One really interesting thing Davies does is trace back the evolutionary history of organisms and the current data that evolutionary forces were at work for almost 4 billion years. From this he describes ancestors from this time that may still be living on the earth (meso/thermophilic bacteria). A really great way of looking at evolution.
The last chapters sort of synthethise the physics and chemistry parts and look at the implications of the planetary forces, both gradual and catastrophic over the history of the earth and their potential to influence the rise of life and shape the evolutionary forces.
There is a lot of food for thought here and of course no one knows how life started, but it is clear that current theory and evidence are making science more interesting than even before. We may never know as Davies states, but in knowing more and more we are attaining the best goals of mankind.
A wonderful book with science as the only aim.
It should be stated that Davies has no political axe to grind with anyone and his writing is ideologically clean.
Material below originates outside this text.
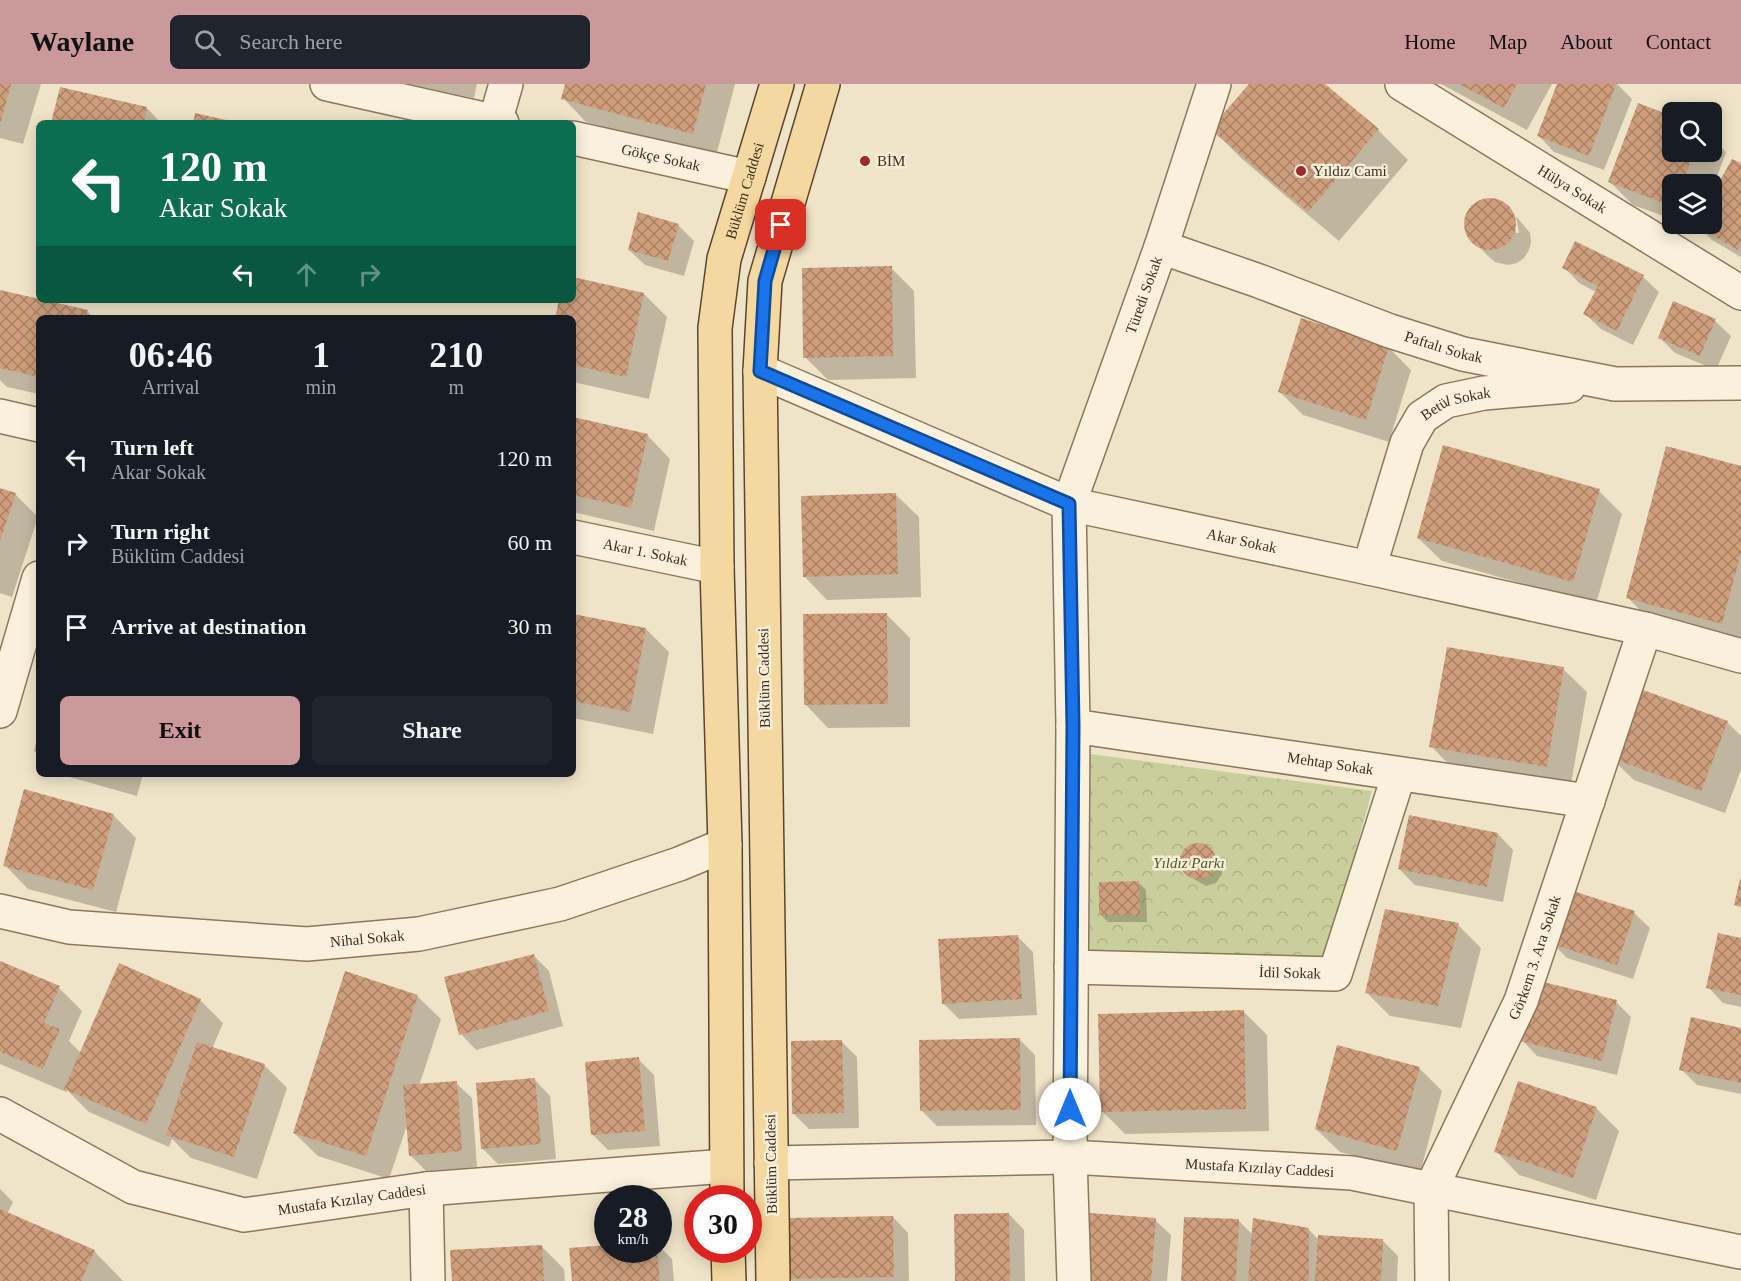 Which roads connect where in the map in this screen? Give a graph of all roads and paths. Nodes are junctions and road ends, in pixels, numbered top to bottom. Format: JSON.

But let there be no misunderstanding, when in doubt there is no evoking of blind forces in any or Davies books. His passion is science and reason and, like most people who think deeply, he regards the constant state of unknowing as a challenge as a never ending challenge.
For the person who says that Davies is not "open-minded" because he does not consider (notice I did not say believe) that a omnipresent God waved his hand and made us... that is simple. Personal belief has nothing to do with science since it yields nothing of benefit to Science. Even if Davies did personally believe that a God created life, that does not get anyone closer to understanding life... And this is the fundemental point that people who believe in Gods (or as with the current fashion, intelligent design) as ulimate cause fall into --- intelligent design, even if right is not science, it cannot be proved. It is a sterile end on the path of unknowing.
Thank God for people like Davies that can remind us that Science alone can yeild truth -- that it will never yield all of the truths is the central tenet of Science... and with that there is comfort, because it means that reason remains paramount, and man advances.